Un coût d’usage intéressant
En dehors du confort d’utilisation (absence de bruit et de vibration et reprises intéressantes), le deux-roues électrique possède l’avantage d’afficher un coût à l’usage très intéressant. Déjà, il faut en effet compter seulement 20 centimes d’euro pour parcourir 100 km contre 3,50 euros pour un scooter à moteur thermique. Ensuite, l’entretien d’un tel engin est nettement réduit. En effet, il n’y a pas d’huile à remplacer ni de filtre à changer.

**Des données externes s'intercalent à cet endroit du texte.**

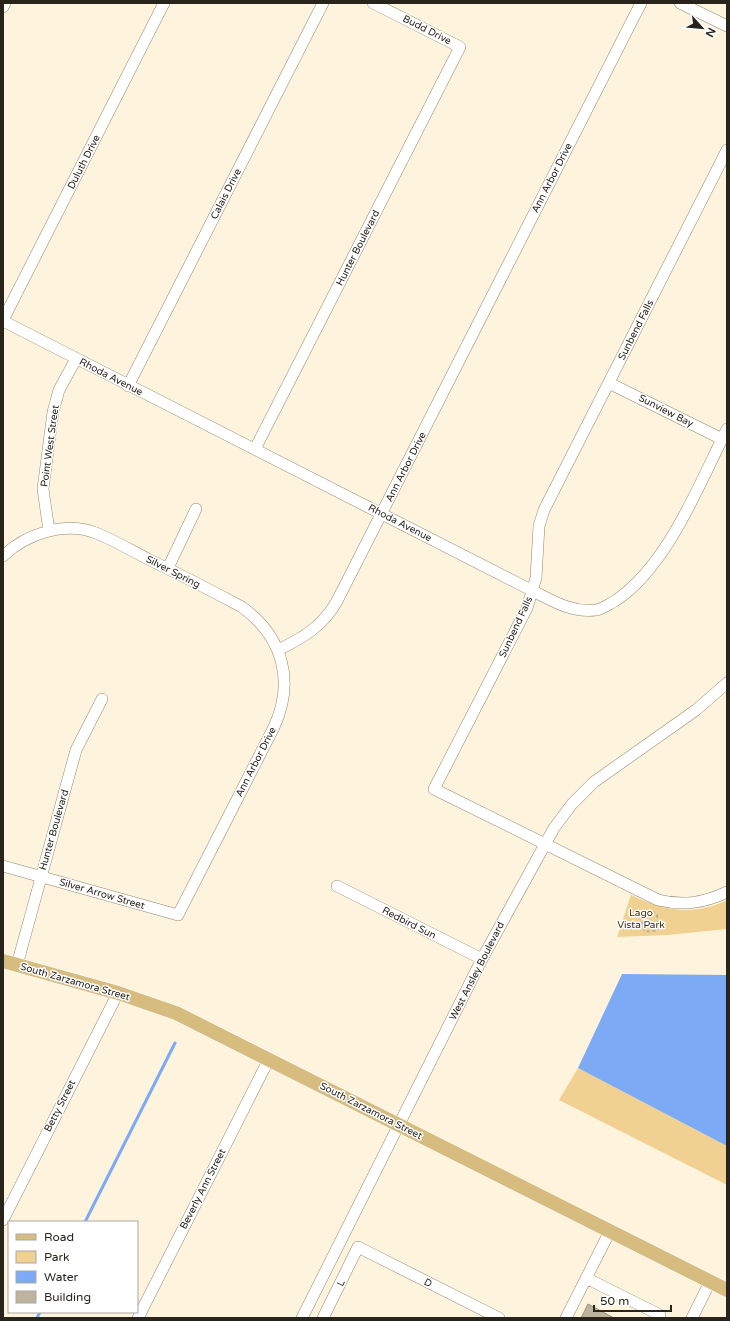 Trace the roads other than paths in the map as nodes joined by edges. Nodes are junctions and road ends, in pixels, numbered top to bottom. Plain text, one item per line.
1 (5, 3) edge
2 (164, 3) edge
3 (324, 3) edge
4 (373, 3) edge
5 (641, 3) edge
6 (680, 3) edge
7 (3, 7) edge
8 (727, 26) edge
9 (460, 47) joint
10 (727, 150) edge
11 (723, 169) edge
12 (3, 321) edge
13 (76, 359) junction
14 (609, 383) junction
15 (128, 386) junction
16 (724, 434) edge
17 (255, 449) junction
18 (196, 509) dead end
19 (382, 514) junction
20 (49, 531) junction
21 (3, 556) edge
22 (168, 568) junction
23 (533, 591) junction
24 (278, 650) junction
25 (727, 683) edge
26 (102, 699) dead end
27 (545, 843) junction
28 (3, 866) edge
29 (41, 876) junction
30 (337, 886) dead end
31 (727, 892) edge
32 (178, 915) joint
33 (482, 959) junction
34 (3, 961) edge
35 (17, 965) junction
36 (118, 993) junction
37 (269, 1059) junction
38 (400, 1125) junction
39 (3, 1220) edge
40 (610, 1231) junction
41 (358, 1247) joint
42 (586, 1278) junction
43 (710, 1282) junction
44 (727, 1290) edge
45 (660, 1315) dead end
46 (138, 1318) edge
47 (302, 1318) edge
48 (323, 1318) edge
49 (499, 1318) edge
50 (566, 1318) edge
51 (692, 1318) edge

1 - 7 street
2 - 12 street, Duluth Drive
3 - 15 street, Calais Drive
4 - 9 street, Budd Drive
5 - 19 street, Ann Arbor Drive
6 - 8 street
9 - 17 street, Hunter Boulevard
10 - 11 street, Sunbend Falls
11 - 14 street, Sunbend Falls
12 - 13 street, Rhoda Avenue
13 - 15 street, Rhoda Avenue
13 - 20 street, Point West Street
14 - 16 street, Sunview Bay
14 - 23 street, Sunbend Falls
15 - 17 street, Rhoda Avenue
16 - 23 street, Rhoda Avenue
17 - 19 street, Rhoda Avenue
18 - 22 street
19 - 23 street, Rhoda Avenue
19 - 24 street, Ann Arbor Drive
20 - 21 street
20 - 22 street, Silver Spring
22 - 24 street, Silver Spring
23 - 27 street, Sunbend Falls
24 - 32 street, Ann Arbor Drive
25 - 27 street, West Ansley Boulevard
26 - 29 street, Hunter Boulevard
27 - 31 street, Sunbend Falls
27 - 33 street, West Ansley Boulevard
28 - 29 street, Silver Arrow Street
29 - 32 street, Silver Arrow Street
29 - 35 street, Hunter Boulevard
30 - 33 street, Redbird Sun
33 - 38 street, West Ansley Boulevard
34 - 35 main road, South Zarzamora Street
35 - 36 main road, South Zarzamora Street
36 - 37 main road, South Zarzamora Street
36 - 39 street, Betty Street
37 - 38 main road, South Zarzamora Street
37 - 46 street, Beverly Ann Street
38 - 40 main road, South Zarzamora Street
38 - 47 street, West Ansley Boulevard
40 - 42 street
40 - 43 main road, South Zarzamora Street
41 - 48 street, L
41 - 49 street, D
42 - 45 street
42 - 50 street
43 - 44 main road, South Zarzamora Street
43 - 51 street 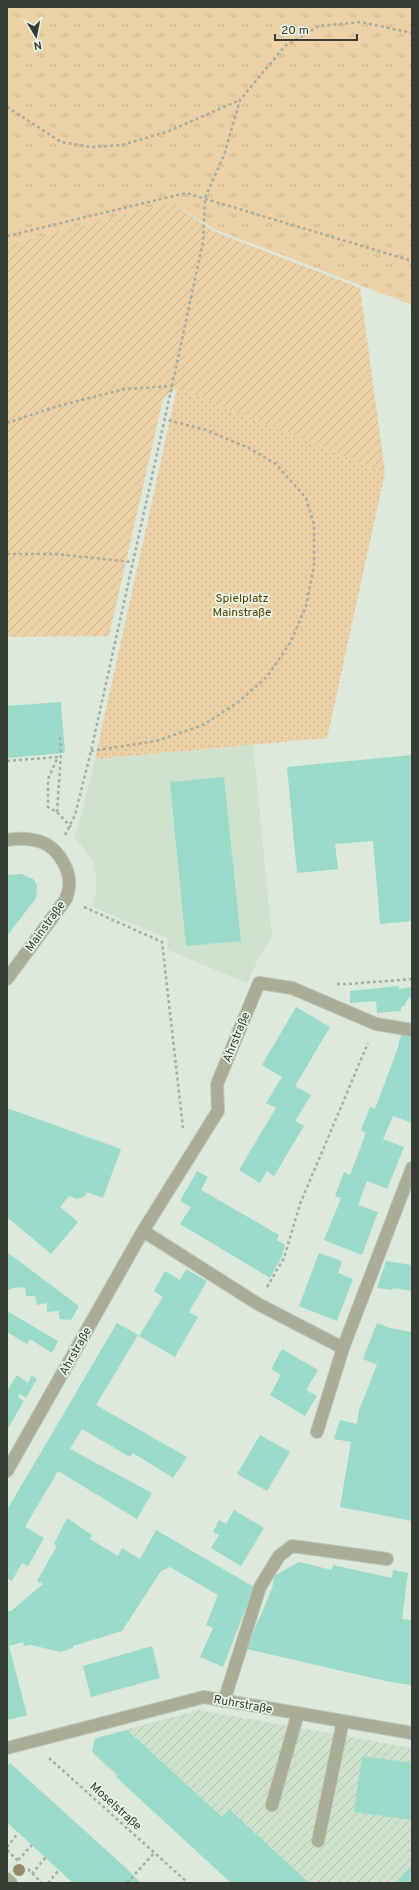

En outre, grâce au système de récupération d’énergie au freinage dont sont équipés certains modèles, il est possible de limiter l’usure des freins car ces derniers sont moins sollicités. Au final, les frais d’entretien peuvent se réduire de 20 %. Mais, là encore, cela ne suffit pas à compenser le surcout d’un deux-roues électrique, un élément pourtant déterminant pour le développement du marché.


Yves Classant


(1) Le bonus écologique pour un modèle doté d’une batterie d’une puissance inférieure à 3 kW est de 20 % du coût d’acquisition TTC dans la limite de 100 euros. Au-delà, il faut compter de 250 euros par tranche de 1 kW plafonné à 27 % du coût d’acquisition TTC et sans dépasser 900 euros.
(2) L’achat par un professionnel permet seulement d’obtenir la prime comparable à celle allouée à un foyer imposable en 2018.